* _RECORDS FOR THIS TASK_:
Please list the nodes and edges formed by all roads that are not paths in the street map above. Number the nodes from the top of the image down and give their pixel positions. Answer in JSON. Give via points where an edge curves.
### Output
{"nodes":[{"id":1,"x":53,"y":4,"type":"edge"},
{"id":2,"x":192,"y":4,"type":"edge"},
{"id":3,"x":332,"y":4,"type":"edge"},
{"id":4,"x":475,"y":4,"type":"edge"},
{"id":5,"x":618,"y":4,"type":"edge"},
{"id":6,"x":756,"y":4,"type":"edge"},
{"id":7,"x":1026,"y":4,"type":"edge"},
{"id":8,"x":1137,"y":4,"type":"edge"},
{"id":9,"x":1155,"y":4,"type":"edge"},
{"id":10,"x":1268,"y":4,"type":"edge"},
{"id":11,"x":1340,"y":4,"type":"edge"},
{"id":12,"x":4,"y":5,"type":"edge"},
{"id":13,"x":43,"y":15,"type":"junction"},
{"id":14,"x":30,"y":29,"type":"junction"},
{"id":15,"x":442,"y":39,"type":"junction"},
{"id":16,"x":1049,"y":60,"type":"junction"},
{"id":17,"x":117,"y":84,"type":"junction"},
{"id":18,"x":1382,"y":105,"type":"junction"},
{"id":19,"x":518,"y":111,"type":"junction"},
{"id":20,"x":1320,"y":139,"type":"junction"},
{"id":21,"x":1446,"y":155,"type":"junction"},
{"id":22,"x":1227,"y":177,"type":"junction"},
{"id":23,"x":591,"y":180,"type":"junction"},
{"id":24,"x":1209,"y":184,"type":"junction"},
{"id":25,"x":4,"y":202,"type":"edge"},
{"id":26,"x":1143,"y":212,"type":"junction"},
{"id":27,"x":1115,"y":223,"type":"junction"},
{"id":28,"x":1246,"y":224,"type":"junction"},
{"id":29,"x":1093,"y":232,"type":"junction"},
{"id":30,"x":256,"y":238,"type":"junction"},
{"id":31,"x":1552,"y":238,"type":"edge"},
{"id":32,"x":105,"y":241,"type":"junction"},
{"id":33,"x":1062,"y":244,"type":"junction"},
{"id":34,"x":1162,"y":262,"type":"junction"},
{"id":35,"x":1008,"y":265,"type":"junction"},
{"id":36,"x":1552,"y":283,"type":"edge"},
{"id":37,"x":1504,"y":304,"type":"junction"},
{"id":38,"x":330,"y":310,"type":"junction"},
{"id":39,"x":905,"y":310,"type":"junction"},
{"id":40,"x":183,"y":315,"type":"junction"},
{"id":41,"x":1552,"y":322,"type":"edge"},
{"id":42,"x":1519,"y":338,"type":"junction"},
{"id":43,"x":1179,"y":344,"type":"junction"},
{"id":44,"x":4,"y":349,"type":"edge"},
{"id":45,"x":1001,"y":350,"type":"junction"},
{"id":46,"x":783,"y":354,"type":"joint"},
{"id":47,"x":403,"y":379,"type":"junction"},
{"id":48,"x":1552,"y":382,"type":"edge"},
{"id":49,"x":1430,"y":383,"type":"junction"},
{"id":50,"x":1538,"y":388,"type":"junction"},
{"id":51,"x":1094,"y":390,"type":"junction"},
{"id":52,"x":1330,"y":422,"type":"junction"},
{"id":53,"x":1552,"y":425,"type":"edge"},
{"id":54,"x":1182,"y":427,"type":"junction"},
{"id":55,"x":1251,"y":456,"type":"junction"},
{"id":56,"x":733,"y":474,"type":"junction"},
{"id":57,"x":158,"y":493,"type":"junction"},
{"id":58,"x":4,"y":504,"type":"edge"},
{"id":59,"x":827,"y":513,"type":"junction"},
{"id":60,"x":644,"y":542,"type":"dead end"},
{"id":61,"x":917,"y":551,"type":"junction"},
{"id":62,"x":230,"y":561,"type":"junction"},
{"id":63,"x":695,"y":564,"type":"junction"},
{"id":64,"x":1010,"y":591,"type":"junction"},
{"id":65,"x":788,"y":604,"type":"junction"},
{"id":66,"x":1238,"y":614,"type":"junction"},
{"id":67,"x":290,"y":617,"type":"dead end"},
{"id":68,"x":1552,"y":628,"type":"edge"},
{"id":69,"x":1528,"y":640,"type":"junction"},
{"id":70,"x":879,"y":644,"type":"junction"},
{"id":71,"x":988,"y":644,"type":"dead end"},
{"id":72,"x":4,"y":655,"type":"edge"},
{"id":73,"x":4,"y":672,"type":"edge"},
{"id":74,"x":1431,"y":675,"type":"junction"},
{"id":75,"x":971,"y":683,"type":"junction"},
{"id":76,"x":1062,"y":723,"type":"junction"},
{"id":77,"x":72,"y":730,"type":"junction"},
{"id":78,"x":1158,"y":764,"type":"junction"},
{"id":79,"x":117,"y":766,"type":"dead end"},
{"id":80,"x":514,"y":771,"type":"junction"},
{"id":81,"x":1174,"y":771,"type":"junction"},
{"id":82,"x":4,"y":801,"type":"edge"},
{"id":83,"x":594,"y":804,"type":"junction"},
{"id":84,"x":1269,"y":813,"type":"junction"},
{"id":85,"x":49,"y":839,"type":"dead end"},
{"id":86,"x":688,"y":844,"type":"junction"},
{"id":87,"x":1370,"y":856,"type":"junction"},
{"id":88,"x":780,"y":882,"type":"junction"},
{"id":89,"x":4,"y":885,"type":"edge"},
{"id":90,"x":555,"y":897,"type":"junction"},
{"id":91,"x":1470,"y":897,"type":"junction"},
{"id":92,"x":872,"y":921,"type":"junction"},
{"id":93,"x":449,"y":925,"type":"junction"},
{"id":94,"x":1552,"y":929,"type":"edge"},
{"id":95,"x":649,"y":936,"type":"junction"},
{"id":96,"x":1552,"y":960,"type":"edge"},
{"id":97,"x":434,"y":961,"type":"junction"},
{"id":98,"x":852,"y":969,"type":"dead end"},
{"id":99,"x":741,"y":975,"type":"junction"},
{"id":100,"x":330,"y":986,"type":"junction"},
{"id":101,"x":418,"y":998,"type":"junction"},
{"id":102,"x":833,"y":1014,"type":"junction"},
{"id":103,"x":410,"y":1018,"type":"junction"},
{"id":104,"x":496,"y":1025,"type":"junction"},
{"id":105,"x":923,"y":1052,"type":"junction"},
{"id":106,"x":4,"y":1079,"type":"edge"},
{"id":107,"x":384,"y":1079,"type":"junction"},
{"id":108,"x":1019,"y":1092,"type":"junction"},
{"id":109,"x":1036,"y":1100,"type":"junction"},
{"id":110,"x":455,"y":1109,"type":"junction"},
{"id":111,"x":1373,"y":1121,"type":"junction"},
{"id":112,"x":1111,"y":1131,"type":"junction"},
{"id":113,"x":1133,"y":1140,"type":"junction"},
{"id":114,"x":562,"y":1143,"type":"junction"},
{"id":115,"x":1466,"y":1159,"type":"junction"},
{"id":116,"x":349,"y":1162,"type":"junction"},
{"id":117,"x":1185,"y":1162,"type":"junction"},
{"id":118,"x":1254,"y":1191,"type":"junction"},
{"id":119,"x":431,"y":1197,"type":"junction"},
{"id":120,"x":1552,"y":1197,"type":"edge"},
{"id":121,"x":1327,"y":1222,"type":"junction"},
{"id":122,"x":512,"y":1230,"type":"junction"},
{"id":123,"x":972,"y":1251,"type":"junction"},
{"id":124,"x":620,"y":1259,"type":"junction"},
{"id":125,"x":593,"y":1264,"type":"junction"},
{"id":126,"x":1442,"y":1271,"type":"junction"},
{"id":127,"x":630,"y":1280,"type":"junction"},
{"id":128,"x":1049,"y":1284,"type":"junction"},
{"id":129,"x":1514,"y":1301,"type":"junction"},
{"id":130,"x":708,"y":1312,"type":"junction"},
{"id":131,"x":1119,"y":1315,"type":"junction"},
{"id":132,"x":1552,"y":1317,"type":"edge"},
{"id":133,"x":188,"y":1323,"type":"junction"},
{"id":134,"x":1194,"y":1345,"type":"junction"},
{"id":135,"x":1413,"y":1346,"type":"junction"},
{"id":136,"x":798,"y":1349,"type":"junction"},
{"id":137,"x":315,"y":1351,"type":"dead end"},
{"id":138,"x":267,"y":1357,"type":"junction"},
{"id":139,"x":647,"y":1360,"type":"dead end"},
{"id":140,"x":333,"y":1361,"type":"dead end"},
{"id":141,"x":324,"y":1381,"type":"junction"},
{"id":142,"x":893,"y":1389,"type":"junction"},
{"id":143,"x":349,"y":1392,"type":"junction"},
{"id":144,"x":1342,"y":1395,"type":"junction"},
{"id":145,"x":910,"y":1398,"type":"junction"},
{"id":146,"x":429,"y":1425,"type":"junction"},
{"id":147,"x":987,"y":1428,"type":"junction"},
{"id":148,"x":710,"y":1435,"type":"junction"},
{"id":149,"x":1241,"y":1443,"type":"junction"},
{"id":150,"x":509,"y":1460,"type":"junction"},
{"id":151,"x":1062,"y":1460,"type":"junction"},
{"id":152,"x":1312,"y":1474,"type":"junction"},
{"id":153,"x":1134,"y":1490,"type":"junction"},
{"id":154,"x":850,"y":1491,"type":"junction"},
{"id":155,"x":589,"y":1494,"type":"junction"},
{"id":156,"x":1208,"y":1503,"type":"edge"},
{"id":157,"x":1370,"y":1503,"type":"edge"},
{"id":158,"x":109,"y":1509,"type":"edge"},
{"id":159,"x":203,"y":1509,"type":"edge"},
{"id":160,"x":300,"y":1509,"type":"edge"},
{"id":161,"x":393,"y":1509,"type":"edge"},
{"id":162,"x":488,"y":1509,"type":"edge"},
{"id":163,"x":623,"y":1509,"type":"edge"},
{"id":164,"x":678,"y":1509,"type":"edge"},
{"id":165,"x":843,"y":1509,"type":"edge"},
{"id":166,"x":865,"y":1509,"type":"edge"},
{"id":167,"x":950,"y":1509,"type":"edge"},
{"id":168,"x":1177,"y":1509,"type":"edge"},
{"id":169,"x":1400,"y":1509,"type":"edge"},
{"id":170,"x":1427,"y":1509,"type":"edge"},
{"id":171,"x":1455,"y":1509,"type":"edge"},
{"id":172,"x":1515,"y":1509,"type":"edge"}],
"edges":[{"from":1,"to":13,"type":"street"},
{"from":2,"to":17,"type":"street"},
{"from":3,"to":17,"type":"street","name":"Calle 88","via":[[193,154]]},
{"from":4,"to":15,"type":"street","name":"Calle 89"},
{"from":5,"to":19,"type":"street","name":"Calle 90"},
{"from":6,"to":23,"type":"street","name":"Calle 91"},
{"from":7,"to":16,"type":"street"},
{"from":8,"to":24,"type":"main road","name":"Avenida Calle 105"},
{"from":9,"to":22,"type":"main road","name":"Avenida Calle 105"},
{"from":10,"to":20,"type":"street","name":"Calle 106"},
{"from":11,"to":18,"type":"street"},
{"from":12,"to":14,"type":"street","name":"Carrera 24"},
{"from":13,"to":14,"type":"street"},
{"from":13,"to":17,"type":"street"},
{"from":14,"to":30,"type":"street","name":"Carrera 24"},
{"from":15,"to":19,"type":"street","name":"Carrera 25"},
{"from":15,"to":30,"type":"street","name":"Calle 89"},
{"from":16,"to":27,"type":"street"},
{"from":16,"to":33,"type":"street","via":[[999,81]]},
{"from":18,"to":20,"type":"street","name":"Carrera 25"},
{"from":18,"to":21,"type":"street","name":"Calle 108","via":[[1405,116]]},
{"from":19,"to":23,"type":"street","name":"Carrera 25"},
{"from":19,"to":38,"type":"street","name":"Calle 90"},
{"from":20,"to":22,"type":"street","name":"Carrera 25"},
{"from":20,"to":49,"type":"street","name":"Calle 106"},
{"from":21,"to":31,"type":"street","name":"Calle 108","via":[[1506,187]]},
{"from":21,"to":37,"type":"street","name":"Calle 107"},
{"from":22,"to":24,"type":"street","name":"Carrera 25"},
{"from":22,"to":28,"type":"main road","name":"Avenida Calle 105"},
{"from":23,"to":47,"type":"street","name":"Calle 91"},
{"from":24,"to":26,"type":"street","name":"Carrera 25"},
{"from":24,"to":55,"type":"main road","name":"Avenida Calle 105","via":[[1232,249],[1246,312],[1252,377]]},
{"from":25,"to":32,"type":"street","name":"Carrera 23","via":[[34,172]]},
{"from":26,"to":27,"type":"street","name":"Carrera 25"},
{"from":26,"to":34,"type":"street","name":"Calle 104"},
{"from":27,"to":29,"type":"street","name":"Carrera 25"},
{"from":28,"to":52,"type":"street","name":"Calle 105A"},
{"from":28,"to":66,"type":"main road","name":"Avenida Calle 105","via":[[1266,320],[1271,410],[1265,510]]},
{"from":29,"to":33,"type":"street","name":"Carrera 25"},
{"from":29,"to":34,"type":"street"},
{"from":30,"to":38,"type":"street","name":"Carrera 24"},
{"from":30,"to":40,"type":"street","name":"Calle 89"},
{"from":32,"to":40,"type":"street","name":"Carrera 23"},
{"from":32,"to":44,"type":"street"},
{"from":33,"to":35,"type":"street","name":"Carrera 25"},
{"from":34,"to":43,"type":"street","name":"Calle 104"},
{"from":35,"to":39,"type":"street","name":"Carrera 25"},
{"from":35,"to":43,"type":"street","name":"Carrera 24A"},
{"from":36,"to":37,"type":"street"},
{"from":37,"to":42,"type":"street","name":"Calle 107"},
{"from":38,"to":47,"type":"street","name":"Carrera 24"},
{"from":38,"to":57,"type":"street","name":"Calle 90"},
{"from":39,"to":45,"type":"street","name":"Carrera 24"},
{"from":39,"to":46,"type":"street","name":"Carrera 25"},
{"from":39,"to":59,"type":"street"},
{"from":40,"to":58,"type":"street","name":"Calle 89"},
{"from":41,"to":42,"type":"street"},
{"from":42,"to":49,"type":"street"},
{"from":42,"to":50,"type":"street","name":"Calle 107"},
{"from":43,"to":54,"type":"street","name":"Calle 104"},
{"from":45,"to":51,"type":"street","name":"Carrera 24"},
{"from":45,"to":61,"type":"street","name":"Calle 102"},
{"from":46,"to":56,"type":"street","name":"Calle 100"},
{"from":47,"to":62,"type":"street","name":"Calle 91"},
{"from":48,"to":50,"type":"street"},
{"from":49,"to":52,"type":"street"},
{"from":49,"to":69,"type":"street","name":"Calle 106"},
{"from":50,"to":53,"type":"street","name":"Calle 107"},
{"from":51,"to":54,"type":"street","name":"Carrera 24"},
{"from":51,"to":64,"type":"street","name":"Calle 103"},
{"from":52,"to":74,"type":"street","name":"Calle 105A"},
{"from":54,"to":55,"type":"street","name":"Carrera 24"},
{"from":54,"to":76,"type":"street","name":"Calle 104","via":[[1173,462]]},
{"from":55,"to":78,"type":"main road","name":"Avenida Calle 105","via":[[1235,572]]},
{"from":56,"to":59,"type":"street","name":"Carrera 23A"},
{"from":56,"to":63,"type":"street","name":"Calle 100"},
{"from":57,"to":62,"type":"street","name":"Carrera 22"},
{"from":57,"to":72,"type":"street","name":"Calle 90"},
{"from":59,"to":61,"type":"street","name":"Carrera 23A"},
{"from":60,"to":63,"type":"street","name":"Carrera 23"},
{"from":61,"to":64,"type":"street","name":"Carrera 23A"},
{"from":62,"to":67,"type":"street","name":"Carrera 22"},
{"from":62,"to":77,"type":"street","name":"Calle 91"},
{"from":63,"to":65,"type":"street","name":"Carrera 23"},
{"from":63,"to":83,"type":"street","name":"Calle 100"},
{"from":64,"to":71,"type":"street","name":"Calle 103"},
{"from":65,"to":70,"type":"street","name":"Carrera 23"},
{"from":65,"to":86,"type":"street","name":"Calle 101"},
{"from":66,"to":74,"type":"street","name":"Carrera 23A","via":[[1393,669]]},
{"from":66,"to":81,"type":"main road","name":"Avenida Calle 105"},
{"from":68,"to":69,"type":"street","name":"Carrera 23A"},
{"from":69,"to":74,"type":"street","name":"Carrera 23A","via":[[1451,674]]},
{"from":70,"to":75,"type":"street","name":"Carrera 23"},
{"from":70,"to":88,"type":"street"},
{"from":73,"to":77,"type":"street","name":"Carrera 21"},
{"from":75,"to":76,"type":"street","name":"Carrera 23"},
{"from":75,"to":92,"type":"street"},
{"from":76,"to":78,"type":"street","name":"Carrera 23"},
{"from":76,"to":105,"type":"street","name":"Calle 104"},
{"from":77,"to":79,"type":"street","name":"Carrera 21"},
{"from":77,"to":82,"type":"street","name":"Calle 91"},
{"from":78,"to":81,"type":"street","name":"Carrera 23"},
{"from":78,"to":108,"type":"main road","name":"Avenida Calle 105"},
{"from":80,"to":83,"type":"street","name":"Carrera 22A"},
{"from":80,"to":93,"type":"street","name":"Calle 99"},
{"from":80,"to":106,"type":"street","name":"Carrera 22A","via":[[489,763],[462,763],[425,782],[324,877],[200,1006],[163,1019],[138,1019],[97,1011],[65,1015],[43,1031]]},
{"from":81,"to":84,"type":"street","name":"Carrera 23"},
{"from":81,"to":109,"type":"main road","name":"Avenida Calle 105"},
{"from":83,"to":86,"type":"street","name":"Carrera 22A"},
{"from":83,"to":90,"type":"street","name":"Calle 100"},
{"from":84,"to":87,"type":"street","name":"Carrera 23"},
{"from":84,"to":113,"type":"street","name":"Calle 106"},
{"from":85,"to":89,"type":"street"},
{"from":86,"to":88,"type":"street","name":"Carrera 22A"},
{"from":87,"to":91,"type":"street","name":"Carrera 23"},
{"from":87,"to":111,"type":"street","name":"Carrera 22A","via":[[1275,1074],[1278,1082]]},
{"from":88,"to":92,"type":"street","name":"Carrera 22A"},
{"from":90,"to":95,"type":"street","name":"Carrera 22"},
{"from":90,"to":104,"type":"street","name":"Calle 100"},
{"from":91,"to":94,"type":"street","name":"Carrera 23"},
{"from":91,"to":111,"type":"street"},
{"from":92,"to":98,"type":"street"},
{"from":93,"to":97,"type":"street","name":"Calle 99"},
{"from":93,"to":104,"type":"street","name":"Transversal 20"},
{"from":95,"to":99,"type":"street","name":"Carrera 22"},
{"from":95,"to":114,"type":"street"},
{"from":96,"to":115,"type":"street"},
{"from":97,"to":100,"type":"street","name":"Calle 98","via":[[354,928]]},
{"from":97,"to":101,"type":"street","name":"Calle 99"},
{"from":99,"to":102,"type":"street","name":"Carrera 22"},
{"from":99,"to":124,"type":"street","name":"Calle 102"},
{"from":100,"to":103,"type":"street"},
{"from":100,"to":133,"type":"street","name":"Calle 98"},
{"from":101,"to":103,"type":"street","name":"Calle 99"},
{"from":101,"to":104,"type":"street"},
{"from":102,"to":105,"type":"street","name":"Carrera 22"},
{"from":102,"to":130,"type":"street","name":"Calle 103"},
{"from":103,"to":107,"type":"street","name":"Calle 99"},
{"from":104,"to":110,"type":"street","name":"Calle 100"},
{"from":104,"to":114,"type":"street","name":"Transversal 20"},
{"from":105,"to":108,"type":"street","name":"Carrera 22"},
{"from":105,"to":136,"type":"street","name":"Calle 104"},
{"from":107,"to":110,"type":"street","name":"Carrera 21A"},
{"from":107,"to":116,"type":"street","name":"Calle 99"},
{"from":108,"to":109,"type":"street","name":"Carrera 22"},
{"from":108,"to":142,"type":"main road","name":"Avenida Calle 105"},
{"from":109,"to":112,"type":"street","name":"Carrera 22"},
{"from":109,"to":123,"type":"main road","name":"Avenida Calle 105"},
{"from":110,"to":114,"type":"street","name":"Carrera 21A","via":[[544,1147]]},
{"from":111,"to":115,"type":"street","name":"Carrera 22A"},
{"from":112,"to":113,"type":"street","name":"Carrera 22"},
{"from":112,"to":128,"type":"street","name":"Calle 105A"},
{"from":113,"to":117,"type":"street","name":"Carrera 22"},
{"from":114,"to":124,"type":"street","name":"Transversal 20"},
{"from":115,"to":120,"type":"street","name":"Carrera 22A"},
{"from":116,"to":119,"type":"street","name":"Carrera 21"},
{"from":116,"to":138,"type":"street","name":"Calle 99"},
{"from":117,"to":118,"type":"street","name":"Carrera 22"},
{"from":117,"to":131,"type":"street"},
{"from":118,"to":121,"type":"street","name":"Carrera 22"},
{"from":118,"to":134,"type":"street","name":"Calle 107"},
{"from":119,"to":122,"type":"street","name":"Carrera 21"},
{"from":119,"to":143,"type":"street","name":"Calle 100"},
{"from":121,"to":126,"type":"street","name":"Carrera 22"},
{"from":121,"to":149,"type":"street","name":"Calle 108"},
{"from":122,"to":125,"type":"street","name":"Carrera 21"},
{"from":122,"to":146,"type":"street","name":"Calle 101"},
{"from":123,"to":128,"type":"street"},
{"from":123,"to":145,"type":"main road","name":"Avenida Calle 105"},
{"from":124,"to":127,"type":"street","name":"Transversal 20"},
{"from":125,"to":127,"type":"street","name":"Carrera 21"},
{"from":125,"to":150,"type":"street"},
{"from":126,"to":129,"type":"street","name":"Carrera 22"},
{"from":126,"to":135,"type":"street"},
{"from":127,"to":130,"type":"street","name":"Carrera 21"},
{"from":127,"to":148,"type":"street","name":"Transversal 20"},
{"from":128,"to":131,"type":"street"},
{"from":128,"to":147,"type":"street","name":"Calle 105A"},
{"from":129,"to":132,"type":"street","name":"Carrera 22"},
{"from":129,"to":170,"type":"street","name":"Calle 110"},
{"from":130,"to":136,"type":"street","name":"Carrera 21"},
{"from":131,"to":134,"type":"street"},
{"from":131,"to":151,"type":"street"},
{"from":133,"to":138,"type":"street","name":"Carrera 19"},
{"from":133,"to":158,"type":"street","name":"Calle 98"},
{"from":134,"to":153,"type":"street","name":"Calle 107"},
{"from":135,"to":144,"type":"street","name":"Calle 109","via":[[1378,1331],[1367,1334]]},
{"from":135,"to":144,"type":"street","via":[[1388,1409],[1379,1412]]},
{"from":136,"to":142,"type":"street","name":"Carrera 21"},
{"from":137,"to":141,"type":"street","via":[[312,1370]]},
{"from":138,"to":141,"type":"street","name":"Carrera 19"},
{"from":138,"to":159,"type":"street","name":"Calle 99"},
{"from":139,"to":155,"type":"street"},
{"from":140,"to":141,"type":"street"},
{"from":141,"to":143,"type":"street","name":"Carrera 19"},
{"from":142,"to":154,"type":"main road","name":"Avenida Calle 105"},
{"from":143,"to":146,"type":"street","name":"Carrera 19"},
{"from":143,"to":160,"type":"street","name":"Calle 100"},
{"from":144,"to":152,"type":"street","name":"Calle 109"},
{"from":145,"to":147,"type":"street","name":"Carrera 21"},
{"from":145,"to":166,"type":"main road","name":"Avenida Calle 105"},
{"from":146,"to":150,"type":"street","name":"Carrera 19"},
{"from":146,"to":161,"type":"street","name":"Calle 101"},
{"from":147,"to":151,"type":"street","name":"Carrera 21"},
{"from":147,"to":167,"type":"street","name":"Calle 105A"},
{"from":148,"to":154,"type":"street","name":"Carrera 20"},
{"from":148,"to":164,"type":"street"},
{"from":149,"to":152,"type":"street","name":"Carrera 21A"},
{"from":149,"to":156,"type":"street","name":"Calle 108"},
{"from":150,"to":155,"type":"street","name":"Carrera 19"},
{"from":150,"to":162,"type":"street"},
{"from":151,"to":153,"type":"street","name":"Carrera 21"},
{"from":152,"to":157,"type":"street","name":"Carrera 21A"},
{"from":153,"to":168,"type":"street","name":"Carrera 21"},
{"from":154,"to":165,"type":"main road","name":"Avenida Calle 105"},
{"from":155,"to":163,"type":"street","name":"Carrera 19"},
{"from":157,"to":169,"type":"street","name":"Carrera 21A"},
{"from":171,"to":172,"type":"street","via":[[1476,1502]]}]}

* _PROBLEM STATEMENT_: Check each line of the listing above. Copy it if it holds the string "nodes".

* _EXERCISE OUTPUT_:
Please list the nodes and edges formed by all roads that are not paths in the street map above. Number the nodes from the top of the image down and give their pixel positions. Answer in JSON. Give via points where an edge curves.
{"nodes":[{"id":1,"x":53,"y":4,"type":"edge"},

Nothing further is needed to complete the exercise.